Behavioural economists would dismiss this as amateurish. From the ‘incentive to act’ angle, it looks like the weakest attempt to mobilise black money since Independence. The government has to decide what is more important — punishment of the guilty or mobilising money for growth (even if it does not give up on either). If it is the punishment that’s more important, our legal systems provide enough loopholes for the guilty to escape and effectively prolong the delivery of justice. Even death penalties are not a deterrent.
The current scheme amounts to a 60 per cent tax on ‘accumulated wealth’. Higher tax on current income is easier to recover than a similar tax on wealth. Supposing we shift from taxing the current year’s income to recovering taxes after four years — will the compliance be better?
Unrealistic tax rate
Definitely not, and this is one reason why most governments have shifted to ‘pay as you earn’ systems. Most such stashed income is in the form of assets (even if it is in the form of cash); the ‘owner’ tends to get attached to it, and this only increases with time. This is part of what behavioural economists call the ‘endowment effect’. Even in commercial establishments, an invoice or debt is best recovered by the seller within the credit period or reasonable extension therefrom. It would almost be impossible to recover it after two or three years.
Some may be paying the current dues even while keeping the older ones in dispute, or keep raising issues to delay payments in the hope some favourable ‘settlement’ will be feasible. This is one reason most MNCs insist on writing off overdue debts beyond the current accounting period and blacklisting the counter party.

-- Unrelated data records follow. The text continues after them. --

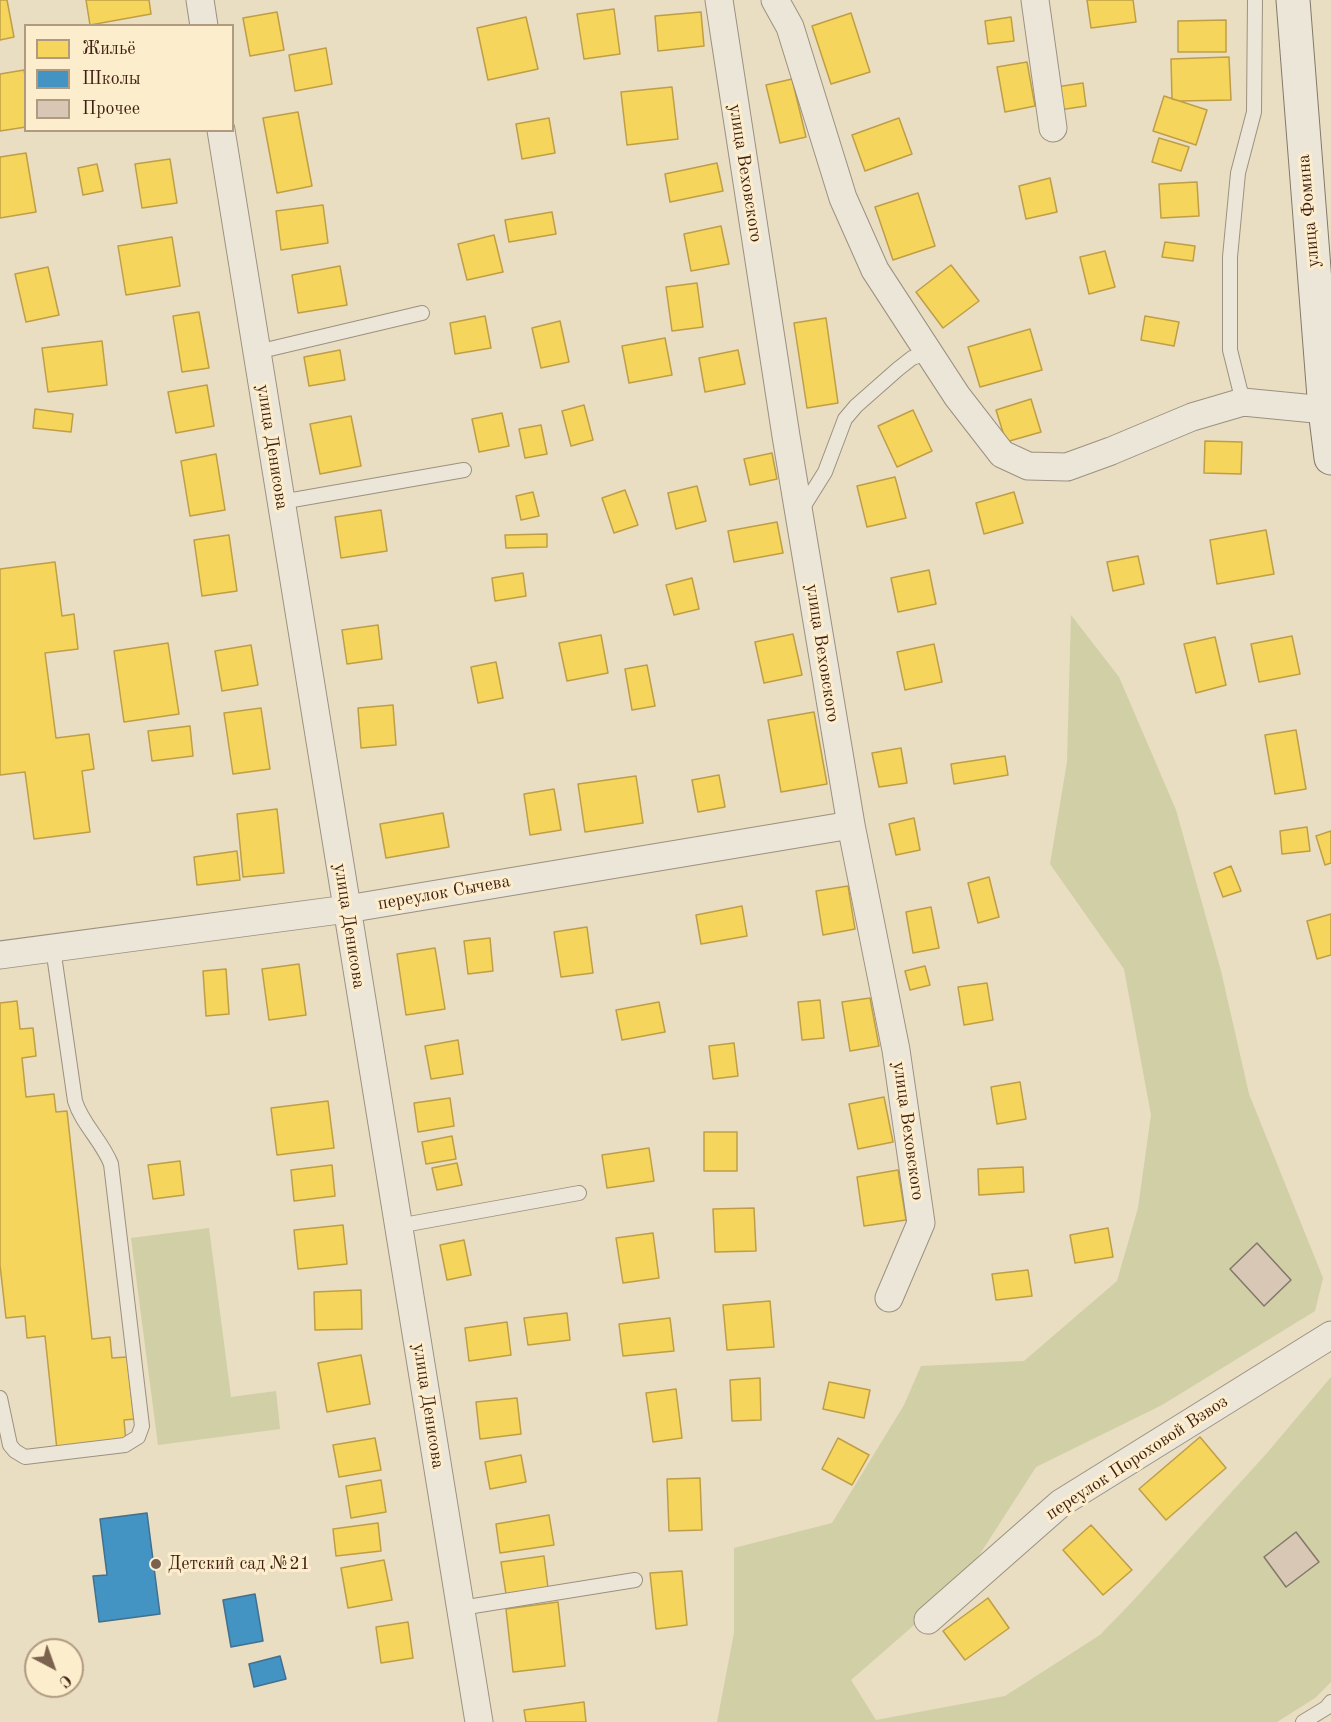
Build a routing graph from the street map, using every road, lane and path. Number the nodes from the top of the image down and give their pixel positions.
1 (200, 0) edge
2 (719, 0) edge
3 (775, 0) edge
4 (1035, 0) edge
5 (1255, 0) edge
6 (1293, 0) edge
7 (204, 24) edge
8 (1053, 128) dead end
9 (221, 132) edge
10 (422, 313) dead end
11 (257, 352) junction
12 (927, 353) junction
13 (1243, 402) junction
14 (1325, 410) junction
15 (1331, 458) edge
16 (464, 470) dead end
17 (281, 502) junction
18 (799, 513) junction
19 (851, 825) junction
20 (346, 909) junction
21 (53, 948) junction
22 (0, 955) edge
23 (579, 1193) dead end
24 (398, 1226) junction
25 (889, 1298) dead end
26 (1331, 1335) edge
27 (0, 1398) edge
28 (635, 1580) dead end
29 (461, 1608) junction
30 (928, 1620) dead end
31 (1331, 1702) edge
32 (479, 1722) edge
33 (1303, 1722) edge

1 - 7 street
2 - 18 street, улица Веховского
3 - 12 street
4 - 8 street
5 - 13 lane
6 - 14 street, улица Фомина
9 - 11 street, улица Денисова
10 - 11 lane
11 - 17 street, улица Денисова
12 - 13 street
12 - 18 lane
13 - 14 street
14 - 15 street, улица Фомина
16 - 17 lane
17 - 20 street, улица Денисова
18 - 19 street, улица Веховского
19 - 20 street, переулок Сычева
19 - 25 street, улица Веховского
20 - 21 street, переулок Сычева
20 - 24 street, улица Денисова
21 - 22 street, переулок Сычева
21 - 27 lane
23 - 24 lane
24 - 29 street, улица Денисова
26 - 30 street, переулок Пороховой Взвоз
28 - 29 lane
29 - 32 street, улица Денисова
31 - 33 lane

Recovering a high tax of 60 per cent is almost impossible. They will use every legal recourse to fend off the payments, including migration, filing appeal after appeal, or playing ‘catch me if you can’. And they can afford much better legal advice for much longer than the government can ever afford.
Alternative approach
A far better approach would have been to recover the same indirectly. Suppose the government taxes such income at, say, 10 per cent of the declared amount and asks the owner to invest the declared income in GOI bonds at 3 per cent interest and repayable at par in 15 years. The ‘endowment effect’ will be far easier for the owner of ill-gotten wealth to swallow at 10 per cent than at 60 per cent and he will more likely pay the tax and declare his income. If the ill-gotten assets are already in the form of cash and bank balances it is even more likely.

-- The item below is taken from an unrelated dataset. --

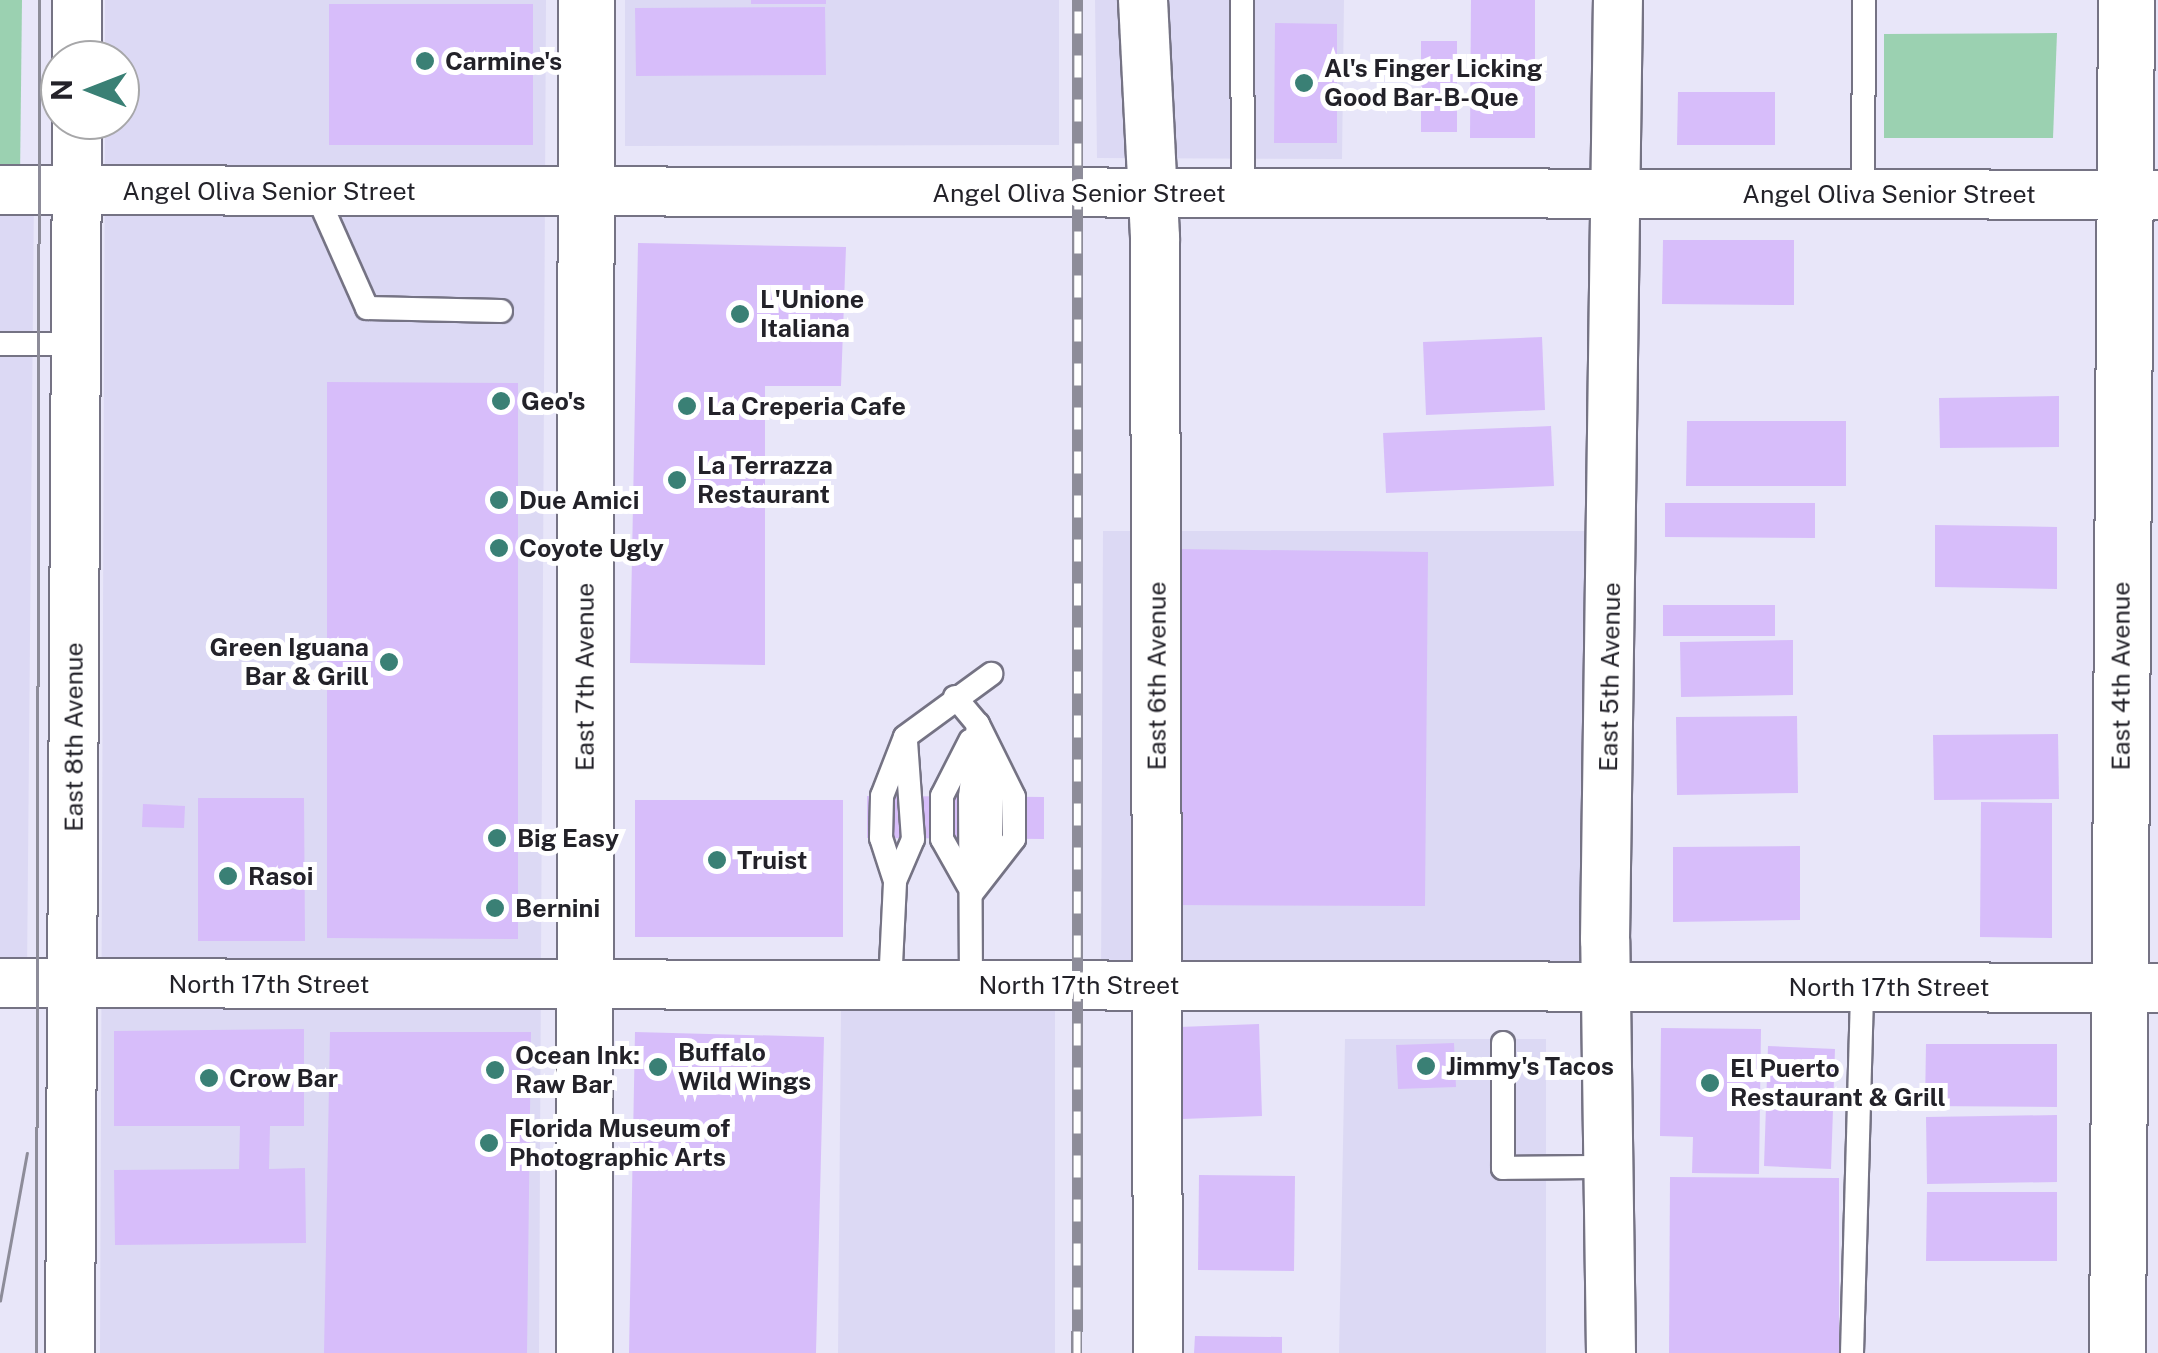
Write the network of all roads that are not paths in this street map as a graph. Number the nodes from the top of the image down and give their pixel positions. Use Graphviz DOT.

If the bonds so created are made tradable, many of them may be willing to finish the declaration and sell off the bonds (immediately or over time) at discounts and redeploy the proceeds in their business at better returns. In which case they don’t even have to keep dealing with their ‘regret’ over 15 years; they can dismiss it as a one-time nightmare.

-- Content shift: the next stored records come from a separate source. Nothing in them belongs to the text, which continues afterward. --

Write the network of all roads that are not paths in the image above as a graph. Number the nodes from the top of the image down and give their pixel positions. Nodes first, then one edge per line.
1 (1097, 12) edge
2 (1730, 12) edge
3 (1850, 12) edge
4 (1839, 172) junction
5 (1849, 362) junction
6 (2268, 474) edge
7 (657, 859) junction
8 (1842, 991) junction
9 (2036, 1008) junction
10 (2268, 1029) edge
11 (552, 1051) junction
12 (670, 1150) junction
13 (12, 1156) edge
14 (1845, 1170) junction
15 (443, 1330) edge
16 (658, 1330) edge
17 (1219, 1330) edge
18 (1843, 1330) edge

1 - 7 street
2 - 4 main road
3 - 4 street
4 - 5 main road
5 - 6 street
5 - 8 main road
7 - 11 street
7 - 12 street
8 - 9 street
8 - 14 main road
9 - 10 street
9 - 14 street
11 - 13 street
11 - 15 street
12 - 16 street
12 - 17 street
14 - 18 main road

For the government, the net present value of such an arrangement is the same thing — ₹60 net of taxes, if discounted at 8 per cent which is the Union government’s current rate of market borrowings for similar term. It is essentially the same thing but ‘frames’ the question or problem differently in a manner more palatable to the taxpayer.
The other penal provisions can remain the same without any dilution whatsoever, so the Union government is not seen as bending to the interest of law-breakers and accused by an aggressive opposition.
It would be interesting to see how the current scheme works. Let’s wait till September 30, 2015.
The writer is the CFO of JK Paper and the author of ‘Making Growth Happen In India’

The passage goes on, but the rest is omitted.